Research Help & Resources for Dr. Clark-Foos' section of the PSYC 465 course

Write Your Research Paper

For your Research Paper, you will use your articles to build arguments and conclusions about your research study findings.

Sections

1. Title Page

2. Abstract: a summary of your project and its findings, which should tell the whole story of your study, including:

  • the overall purpose of the study and research problem(s) you investigated
  • the basic design and methods of the study
  • the major findings and trends found in your analysis of the study results
  • a brief summary of your interpretations and conclusions

3. Introduction and Literature Review: a review of the literature that you used to build your research study hypothesis. Your Introduction should:

  • Be more than a summary of the articles you read
  • Bring together theories and results from a number of studies to provide background for your project and demonstrate how your research study hypothesis fits into this current research area
  • Be a compelling narrative about how the articles you've read have built up to your research questions and study and make the case for why your research questions and study are important
  • End with your study hypothesis

4. Methods: provides detailed information about your research study design. Your Methods section should include:

  • the study populations and subject recruitment procedures
  • the experimental design of your study and why it was appropriate for your research area
  • the procedures your research design followed
  • the statistical analyses that you ran

5. Results: report the findings of your research study, written in the past tense, without bias or interpretation. Your Results section should:

  • Focus on being concise and objective
  • Organize your results around tables and figures that summarize the results of your statistical analyses
    • Create your own tables and figures with clear labels.

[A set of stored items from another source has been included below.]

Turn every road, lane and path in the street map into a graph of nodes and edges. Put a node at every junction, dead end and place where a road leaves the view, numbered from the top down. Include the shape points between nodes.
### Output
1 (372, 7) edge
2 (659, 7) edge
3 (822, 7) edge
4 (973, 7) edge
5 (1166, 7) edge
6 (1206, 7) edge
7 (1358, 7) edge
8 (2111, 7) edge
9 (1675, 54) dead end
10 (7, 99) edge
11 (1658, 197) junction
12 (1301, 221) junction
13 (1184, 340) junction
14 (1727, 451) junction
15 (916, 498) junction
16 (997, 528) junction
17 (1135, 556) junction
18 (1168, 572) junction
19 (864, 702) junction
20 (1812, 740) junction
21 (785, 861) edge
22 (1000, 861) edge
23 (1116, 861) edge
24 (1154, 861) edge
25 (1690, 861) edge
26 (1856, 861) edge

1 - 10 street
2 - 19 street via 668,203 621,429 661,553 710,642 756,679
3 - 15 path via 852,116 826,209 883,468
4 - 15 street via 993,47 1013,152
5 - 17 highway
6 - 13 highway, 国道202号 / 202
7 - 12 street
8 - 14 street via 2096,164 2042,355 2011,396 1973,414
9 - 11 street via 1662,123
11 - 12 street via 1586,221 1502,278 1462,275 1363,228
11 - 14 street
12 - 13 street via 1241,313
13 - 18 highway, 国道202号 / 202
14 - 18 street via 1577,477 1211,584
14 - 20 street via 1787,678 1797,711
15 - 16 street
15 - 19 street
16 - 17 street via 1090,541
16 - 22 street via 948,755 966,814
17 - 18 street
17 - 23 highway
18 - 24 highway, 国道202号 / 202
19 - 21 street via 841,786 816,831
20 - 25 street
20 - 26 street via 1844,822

Do not copy and paste from SPSS or other statistics programs into your paper.
  • Include summary text that describes the results in your tables and figures
    • Describe the trends in your data but do not interpret it
  • Organize your key findings in a logical sequence, generally following your Methods section
  • Don't omit relevant findings, even those that don't support your predictions

6. Discussion: interpret and describe the significance of your findings in light of what is already known about the research area you're investigating. Your Findings and Discussion should include:

  • Restate your research hypothesis from the introduction in different words
  • Explanation of results: whether or not the results were expected, explanations for the results, and patterns and trends that emerged from your results and their meanings
  • References to previous research: compare your results with findings from other studies 
  • Use evidence from research sources to build arguments about what your study findings mean
  • Analyze your evidence and observations to show how they link to your broader research question
  • How would you improve this study if you did it again? How would you extend the study to further address your research area?
  • End with a strong, final statement that ties the whole paper together and makes it clear the paper has come to an end

7. Bibliography: a list of the sources you cited (not your annotated bibliography)

For more writing help, contact the Writing Center and make an online appointment to meet with one of their consultants.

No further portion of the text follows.